Interview parue dans ©StandartNews, mercredi 22 septembre 2004

Ljubco Kurtelov est libraire. Sa librairie se trouve au centre-ville d'Ohrid (Macédoine) et il répand des connaissances tout comme ses ancêtres les frères Miladinov, nés à Struga, la ville d'à côté. Son arrière-grand-père, Stefan Kurtelov, fut meneur des insurgés d'Ohrid qui ont pris part à l'insurrection d'Ilinden en 1903 et périt dans la célèbre bataille de Rasanec. Depuis quelques années, Ljubco Kurtelov est citoyen bulgare. Ses enfants font leur études supérieures à Sofia. Il a pris part à bon nombre d'expéditions scientifiques consacrées à l'étude de l'héritage historico-culturel bulgare en Macédoine. Il est le créateur de l'association des Bulgares d'Ohrid « Horizons », qui collecte en ce moment des fonds pour l'érection d'une plaque commémorative en l'honneur du capitaine Hristo Beurdarov, officier originaire de Razgrad ayant péri en 1917 près d'Ohrid. Il a été décoré par le Président de la République de Bulgarie Georgi Parvanov, en 2003, de la médaille décernée « pour le centenaire de l'insurrection d'Ilinden-Preobrazenie ».
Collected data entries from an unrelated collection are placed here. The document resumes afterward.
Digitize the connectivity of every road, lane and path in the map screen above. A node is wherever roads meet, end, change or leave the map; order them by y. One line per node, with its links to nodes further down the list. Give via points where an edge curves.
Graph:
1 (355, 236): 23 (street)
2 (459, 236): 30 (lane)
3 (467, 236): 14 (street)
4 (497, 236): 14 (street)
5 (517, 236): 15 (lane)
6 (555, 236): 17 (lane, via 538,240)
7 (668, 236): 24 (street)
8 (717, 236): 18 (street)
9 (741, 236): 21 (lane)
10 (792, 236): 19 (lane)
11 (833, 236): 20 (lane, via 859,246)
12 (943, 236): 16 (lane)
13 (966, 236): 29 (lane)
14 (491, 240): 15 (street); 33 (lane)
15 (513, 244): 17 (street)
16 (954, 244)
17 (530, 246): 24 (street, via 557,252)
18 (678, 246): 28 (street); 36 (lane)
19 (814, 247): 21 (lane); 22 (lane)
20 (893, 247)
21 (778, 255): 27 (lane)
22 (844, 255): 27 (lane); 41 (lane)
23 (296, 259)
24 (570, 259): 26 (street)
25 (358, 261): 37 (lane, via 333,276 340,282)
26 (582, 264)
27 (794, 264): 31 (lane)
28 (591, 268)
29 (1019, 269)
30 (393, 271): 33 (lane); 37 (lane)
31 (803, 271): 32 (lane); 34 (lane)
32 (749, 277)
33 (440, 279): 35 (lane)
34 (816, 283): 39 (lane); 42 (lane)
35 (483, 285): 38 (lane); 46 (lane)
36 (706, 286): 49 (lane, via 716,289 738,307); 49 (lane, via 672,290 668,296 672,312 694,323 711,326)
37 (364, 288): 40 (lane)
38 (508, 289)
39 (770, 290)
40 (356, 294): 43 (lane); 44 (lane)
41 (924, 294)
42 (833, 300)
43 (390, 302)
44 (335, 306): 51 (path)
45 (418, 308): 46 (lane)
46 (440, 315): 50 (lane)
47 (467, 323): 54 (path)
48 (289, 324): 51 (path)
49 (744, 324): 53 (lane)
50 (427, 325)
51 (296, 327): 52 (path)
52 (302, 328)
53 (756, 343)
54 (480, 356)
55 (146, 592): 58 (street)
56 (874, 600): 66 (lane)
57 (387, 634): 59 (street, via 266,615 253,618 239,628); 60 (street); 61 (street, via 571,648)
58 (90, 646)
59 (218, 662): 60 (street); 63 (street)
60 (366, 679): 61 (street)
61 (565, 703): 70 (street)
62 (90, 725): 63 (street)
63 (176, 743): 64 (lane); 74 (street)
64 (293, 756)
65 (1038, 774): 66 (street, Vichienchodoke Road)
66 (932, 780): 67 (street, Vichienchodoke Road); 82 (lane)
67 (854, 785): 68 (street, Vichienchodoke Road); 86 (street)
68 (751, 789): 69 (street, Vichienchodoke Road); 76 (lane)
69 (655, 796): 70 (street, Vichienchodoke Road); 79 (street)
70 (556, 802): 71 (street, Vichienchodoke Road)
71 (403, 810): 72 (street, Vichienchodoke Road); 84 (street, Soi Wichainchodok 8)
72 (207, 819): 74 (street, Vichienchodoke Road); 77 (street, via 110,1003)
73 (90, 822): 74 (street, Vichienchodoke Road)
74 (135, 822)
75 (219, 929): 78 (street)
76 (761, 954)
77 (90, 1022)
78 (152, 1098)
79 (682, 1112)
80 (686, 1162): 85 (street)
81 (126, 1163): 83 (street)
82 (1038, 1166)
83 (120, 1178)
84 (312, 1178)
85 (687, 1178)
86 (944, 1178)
Virginia Stoyanova : Monsieur, on dit à Ohrid que du temps de la Yougoslavie de Tito, seule votre famille se déclarait comme étant bulgare dans toute la ville. Etait-ce facile d'être bulgare dans la Yougoslavie communiste ? Et de nos jours en Macédoine ?
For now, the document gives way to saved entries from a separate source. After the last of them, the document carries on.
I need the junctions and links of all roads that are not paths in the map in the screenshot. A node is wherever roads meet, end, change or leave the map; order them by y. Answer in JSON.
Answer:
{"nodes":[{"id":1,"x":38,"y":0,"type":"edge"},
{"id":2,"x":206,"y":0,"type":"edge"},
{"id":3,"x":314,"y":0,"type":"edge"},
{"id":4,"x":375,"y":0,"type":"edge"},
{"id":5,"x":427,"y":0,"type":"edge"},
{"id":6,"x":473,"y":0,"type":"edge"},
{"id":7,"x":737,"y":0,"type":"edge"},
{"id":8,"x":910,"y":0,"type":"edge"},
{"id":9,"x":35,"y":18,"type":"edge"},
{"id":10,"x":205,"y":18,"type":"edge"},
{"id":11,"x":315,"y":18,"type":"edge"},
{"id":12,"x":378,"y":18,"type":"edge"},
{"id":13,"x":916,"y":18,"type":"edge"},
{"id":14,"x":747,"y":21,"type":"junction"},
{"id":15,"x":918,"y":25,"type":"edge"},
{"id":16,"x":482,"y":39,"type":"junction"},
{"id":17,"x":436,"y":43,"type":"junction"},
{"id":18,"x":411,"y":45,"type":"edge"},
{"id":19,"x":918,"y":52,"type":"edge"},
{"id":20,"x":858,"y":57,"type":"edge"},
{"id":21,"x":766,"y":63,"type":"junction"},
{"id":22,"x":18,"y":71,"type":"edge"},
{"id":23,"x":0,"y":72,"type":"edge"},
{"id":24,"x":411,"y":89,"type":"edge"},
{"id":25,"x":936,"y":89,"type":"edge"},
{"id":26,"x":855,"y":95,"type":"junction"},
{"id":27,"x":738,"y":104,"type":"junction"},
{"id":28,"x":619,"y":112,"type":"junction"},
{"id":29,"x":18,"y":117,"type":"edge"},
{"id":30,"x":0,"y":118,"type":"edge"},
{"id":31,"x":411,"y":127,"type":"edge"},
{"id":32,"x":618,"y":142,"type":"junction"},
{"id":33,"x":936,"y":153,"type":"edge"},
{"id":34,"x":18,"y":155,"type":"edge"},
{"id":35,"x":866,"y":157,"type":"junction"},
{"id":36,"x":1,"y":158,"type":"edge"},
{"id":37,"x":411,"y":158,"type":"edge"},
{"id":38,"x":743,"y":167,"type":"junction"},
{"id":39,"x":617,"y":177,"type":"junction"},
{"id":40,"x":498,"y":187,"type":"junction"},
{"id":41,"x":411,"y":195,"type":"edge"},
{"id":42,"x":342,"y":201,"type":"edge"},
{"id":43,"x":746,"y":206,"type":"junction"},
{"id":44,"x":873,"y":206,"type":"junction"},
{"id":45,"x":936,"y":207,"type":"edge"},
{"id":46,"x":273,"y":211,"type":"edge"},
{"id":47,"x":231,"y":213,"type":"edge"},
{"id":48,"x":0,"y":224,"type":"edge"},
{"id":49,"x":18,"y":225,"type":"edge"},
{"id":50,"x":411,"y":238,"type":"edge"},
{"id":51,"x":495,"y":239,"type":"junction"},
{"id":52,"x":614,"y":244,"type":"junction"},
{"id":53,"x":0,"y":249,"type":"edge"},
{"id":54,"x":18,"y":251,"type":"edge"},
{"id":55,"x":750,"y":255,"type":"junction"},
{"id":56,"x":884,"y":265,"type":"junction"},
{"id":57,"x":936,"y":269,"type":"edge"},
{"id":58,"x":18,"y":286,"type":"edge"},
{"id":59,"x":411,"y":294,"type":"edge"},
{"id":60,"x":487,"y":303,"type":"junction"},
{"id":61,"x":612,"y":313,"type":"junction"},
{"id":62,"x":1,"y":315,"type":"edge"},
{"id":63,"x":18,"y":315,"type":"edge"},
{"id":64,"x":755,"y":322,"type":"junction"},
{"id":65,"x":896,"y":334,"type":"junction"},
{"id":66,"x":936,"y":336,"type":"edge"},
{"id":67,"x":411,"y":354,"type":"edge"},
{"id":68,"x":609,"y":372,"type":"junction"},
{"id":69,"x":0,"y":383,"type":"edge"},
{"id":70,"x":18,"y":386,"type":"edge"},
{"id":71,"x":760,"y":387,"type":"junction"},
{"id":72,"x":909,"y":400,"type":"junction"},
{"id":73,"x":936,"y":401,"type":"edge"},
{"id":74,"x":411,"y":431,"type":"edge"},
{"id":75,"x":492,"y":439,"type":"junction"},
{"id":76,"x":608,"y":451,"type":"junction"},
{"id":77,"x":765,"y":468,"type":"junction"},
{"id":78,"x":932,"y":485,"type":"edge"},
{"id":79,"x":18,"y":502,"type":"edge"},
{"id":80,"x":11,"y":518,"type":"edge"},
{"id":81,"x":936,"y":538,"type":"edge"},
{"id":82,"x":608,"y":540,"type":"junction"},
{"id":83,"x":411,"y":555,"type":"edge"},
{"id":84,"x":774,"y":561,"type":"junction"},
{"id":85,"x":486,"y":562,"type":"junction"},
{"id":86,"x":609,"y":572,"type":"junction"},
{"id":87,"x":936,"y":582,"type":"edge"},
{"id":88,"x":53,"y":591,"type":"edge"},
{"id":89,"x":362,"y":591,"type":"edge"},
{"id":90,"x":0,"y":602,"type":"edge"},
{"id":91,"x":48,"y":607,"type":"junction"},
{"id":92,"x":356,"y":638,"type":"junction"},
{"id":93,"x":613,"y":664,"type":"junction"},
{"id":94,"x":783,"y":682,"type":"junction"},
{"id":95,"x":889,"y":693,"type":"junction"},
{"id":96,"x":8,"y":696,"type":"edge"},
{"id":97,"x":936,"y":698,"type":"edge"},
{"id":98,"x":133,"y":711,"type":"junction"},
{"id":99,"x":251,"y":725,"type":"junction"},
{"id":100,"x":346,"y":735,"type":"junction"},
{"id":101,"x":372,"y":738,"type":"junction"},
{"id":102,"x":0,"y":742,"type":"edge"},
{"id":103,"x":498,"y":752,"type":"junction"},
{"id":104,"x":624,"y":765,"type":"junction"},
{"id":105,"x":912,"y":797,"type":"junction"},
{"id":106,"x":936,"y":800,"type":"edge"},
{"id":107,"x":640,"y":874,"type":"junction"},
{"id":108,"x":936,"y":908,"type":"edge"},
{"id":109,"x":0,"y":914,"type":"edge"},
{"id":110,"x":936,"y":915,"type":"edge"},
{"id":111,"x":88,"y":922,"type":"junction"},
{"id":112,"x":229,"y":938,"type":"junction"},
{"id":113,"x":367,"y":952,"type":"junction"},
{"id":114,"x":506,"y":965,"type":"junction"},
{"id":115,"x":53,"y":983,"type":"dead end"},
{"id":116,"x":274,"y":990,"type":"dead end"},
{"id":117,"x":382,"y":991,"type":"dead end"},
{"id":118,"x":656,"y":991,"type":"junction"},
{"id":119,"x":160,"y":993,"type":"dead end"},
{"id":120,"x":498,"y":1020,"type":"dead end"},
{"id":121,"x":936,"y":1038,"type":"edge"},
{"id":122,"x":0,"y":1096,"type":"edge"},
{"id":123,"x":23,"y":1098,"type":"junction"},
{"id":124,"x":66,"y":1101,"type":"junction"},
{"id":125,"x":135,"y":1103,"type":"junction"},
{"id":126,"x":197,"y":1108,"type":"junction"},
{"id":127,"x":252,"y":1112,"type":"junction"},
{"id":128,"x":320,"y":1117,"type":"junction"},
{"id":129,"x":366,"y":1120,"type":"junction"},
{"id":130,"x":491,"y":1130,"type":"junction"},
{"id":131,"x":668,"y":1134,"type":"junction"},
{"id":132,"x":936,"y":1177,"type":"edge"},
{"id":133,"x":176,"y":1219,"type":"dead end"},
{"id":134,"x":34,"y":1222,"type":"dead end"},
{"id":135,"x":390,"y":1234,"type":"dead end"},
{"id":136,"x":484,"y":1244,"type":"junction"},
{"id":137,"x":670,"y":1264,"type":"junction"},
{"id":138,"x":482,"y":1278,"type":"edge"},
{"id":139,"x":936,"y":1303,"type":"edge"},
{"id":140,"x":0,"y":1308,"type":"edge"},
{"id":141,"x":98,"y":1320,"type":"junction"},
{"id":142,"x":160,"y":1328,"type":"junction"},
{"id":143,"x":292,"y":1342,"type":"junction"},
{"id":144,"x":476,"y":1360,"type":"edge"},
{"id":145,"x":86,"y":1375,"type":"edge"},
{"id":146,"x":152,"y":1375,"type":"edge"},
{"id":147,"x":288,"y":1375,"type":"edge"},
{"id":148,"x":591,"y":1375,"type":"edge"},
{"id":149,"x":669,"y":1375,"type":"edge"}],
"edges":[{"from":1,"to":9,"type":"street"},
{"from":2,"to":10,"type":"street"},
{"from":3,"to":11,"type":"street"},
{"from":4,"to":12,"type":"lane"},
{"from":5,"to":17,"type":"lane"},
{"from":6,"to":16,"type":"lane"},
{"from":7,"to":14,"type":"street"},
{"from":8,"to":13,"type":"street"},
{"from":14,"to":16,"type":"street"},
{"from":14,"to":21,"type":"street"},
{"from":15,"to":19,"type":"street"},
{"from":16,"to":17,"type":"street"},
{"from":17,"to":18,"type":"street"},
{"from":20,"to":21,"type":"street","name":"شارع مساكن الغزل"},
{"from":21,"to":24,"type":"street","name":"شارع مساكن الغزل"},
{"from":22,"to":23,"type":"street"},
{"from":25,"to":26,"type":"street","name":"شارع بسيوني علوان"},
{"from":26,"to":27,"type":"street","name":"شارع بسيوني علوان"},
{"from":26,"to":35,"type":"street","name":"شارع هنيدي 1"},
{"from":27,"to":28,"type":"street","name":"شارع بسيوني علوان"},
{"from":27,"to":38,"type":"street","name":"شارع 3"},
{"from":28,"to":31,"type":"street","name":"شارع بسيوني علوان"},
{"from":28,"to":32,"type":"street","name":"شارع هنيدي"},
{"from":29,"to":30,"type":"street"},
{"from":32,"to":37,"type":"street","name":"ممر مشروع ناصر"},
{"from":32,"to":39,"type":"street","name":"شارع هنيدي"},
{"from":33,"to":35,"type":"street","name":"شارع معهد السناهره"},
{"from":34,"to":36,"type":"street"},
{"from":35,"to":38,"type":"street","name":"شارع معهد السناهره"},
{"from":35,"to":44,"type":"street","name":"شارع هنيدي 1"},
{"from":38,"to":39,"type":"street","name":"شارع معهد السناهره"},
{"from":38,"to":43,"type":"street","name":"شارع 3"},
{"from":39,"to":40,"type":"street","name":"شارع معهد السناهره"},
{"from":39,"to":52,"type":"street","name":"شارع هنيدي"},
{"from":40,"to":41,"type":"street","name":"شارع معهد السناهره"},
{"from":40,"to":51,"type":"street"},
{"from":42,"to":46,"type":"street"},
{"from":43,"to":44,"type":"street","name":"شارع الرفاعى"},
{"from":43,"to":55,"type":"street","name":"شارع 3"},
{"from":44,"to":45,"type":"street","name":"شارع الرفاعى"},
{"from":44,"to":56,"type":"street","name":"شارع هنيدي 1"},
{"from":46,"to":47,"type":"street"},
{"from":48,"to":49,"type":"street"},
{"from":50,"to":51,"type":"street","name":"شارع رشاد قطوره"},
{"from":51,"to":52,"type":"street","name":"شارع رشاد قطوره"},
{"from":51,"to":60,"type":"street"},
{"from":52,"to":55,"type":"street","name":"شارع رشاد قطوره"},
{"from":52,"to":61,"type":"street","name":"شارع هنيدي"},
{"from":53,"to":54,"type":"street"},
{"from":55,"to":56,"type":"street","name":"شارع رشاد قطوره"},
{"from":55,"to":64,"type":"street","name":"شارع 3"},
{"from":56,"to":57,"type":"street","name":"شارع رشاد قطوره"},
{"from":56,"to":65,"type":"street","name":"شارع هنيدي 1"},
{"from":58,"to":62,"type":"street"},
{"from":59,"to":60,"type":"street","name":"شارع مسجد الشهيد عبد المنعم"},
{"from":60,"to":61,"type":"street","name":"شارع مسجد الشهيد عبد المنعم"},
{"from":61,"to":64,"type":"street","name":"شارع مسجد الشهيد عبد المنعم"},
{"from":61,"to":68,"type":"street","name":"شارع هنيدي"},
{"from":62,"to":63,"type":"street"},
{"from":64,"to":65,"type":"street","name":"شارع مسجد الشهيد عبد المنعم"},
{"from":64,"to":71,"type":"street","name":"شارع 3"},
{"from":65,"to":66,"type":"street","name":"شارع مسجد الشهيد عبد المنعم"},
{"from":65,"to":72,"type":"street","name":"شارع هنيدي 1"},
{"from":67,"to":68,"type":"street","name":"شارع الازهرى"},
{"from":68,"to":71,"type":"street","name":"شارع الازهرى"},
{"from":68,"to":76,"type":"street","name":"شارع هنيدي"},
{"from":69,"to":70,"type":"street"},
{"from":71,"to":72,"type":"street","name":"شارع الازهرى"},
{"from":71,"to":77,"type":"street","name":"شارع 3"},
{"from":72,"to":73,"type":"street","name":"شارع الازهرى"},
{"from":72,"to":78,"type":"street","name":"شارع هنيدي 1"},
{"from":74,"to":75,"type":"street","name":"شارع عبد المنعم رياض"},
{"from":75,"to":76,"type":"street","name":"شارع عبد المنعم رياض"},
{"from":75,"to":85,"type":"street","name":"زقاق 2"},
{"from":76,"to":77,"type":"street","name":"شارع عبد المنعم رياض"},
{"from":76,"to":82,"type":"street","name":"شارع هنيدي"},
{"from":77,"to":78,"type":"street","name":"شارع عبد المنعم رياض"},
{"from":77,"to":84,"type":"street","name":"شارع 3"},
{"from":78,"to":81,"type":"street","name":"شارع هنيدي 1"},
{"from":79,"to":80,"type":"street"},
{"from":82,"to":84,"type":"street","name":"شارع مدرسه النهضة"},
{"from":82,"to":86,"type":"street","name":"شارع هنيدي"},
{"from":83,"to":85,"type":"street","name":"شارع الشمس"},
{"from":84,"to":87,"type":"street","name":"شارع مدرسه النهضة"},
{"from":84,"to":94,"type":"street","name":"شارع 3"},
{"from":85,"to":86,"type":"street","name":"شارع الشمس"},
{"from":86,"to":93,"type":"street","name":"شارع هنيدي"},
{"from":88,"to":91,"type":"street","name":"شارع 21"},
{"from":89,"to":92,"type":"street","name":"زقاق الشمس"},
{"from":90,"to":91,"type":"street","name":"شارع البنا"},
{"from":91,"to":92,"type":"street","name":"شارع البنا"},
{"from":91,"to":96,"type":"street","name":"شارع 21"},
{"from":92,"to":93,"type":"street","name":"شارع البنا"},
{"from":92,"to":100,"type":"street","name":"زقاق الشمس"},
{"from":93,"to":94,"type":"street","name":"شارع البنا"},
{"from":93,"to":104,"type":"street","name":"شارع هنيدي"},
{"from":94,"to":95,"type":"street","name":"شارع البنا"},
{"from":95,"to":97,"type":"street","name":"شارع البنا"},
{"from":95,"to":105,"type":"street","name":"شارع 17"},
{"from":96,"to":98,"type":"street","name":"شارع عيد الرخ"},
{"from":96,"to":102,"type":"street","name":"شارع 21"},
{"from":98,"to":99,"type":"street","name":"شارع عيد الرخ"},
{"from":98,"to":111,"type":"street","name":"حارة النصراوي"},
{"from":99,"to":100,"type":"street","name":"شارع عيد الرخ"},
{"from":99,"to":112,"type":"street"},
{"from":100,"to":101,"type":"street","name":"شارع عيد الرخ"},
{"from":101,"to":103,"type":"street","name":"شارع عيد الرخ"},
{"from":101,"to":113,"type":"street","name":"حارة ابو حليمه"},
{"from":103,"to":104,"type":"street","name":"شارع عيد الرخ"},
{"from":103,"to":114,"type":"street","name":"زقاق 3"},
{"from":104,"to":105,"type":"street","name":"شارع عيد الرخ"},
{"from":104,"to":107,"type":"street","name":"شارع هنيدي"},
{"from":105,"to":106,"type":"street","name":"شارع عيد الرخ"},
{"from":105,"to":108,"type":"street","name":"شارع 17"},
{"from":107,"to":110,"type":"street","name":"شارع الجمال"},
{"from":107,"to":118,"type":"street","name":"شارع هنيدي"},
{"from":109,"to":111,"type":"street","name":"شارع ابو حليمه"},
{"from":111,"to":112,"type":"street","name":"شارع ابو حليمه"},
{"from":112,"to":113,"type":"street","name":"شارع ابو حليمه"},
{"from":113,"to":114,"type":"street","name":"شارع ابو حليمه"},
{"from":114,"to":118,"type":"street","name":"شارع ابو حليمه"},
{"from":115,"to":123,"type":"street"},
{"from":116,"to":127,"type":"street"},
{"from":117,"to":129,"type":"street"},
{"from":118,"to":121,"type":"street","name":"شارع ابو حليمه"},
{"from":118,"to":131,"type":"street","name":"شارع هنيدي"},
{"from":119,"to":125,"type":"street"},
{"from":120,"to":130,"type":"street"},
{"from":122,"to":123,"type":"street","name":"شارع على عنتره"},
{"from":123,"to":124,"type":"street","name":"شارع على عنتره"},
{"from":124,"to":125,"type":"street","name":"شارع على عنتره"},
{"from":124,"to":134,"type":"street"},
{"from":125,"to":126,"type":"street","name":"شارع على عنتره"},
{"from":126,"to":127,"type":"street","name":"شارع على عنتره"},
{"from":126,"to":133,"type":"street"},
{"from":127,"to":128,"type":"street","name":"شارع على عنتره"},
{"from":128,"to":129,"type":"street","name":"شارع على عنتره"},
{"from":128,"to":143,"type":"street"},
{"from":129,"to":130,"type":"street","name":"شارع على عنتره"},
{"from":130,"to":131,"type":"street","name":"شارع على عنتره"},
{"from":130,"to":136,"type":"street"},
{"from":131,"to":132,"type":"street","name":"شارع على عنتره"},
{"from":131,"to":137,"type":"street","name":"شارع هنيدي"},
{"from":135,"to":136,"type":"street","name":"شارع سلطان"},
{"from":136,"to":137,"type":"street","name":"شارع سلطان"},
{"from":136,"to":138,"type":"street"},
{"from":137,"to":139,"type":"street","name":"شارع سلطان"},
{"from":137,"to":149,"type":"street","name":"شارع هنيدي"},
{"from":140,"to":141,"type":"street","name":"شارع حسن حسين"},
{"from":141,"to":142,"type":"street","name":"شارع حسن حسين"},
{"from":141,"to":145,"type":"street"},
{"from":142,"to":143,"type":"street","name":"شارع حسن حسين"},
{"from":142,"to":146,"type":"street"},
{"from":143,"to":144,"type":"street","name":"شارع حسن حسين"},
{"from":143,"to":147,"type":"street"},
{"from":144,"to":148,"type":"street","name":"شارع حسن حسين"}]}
Ljubco Kurtelov : Ce n'était pas facile. Dans la Yougoslavie de Tito, on pouvait être tsigane, valaque, turc, albanais, mais bulgare - non. L'appartenance à la nation bulgare était criminalisée par la Loi sur l'honneur national macédonien. Il s'agit d'une loi unique dans la pratique mondiale. Selon ses dispositions, si on se déclarait bulgare, on faisait offense à l'honneur national macédonien, et on écopait de 3 à 5 ans de prison. Dans la Macédoine indépendante d'aujourd'hui, cette loi a été abrogée, mais comme l'Etat a été fondé sur la base de la doctrine serbo-kominternienne du macédonisme, être bulgare continue à être préjudiciable – on perd son travail, on est convoqué à des entretiens « informatifs » dans la police (il faut comprendre des interrogatoires intimidants), etc. Mais des milliers de Bulgares d'Ohrid surmontent leur peur peu à peu, ils s'autodéterminent comme des Bulgares, demandent la nationalité bulgare, envoient leur enfants étudier en Bulgarie. Avec les plus courageux d'entre eux, nous avons créé l'association "Horizons".

A présent, l'association "Horizons" collecte des fonds pour une plaque commémorative dédiée au capitaine Hristo Beurdarov, qui sera placée à Razgrad. Qui est cet homme?

Le capitaine Hristo Beurdarov, un natif de Razgrad et chef de la première compagnie du XIXème régiment de Shumen, c'est toute une légende à Ohrid. Du temps de la première guerre mondiale, son régiment défend la ville trois années durant du haut de ses positions sur la mont Mokra. Il a été le favori des habitants de la ville et beaucoup de jeunes filles se sont éprises de lui. Sa mort héroïque, le 19 octobre, a profondément attristé la population. On a composé une chanson qu'on peut encore entendre dans les tavernes d'Ohrid. Beurdarov a été enterré dans la cour de l'Eglise de Struga, et des cierges ont constamment brûlé pendant des dizaines d'années sur sa tombe. Les autorités de la Yougoslavie communiste ont profané sa tombe, tandis que les autorités de la Macédoine « démocratique » ne nous autorisent pas à la restaurer. C'est pour cette raison que nous avons décidé de placer la plaque commémorative dans sa ville natale. Il y sera écrit: "Capitaine Hristo Lazarov Beurdarov 19.12.1891-19.10.1917. Nous nous inclinons devant ton sacrifice pour une Bulgarie libre et indépendante. De la part des habitants d'Ohrid reconnaissants". Je suis persuadé qu'un jour cette inscription sera gravée sur une autre dalle, laquelle sera placée sur la tombe restaurée du capitaine Beurdarov à Struga.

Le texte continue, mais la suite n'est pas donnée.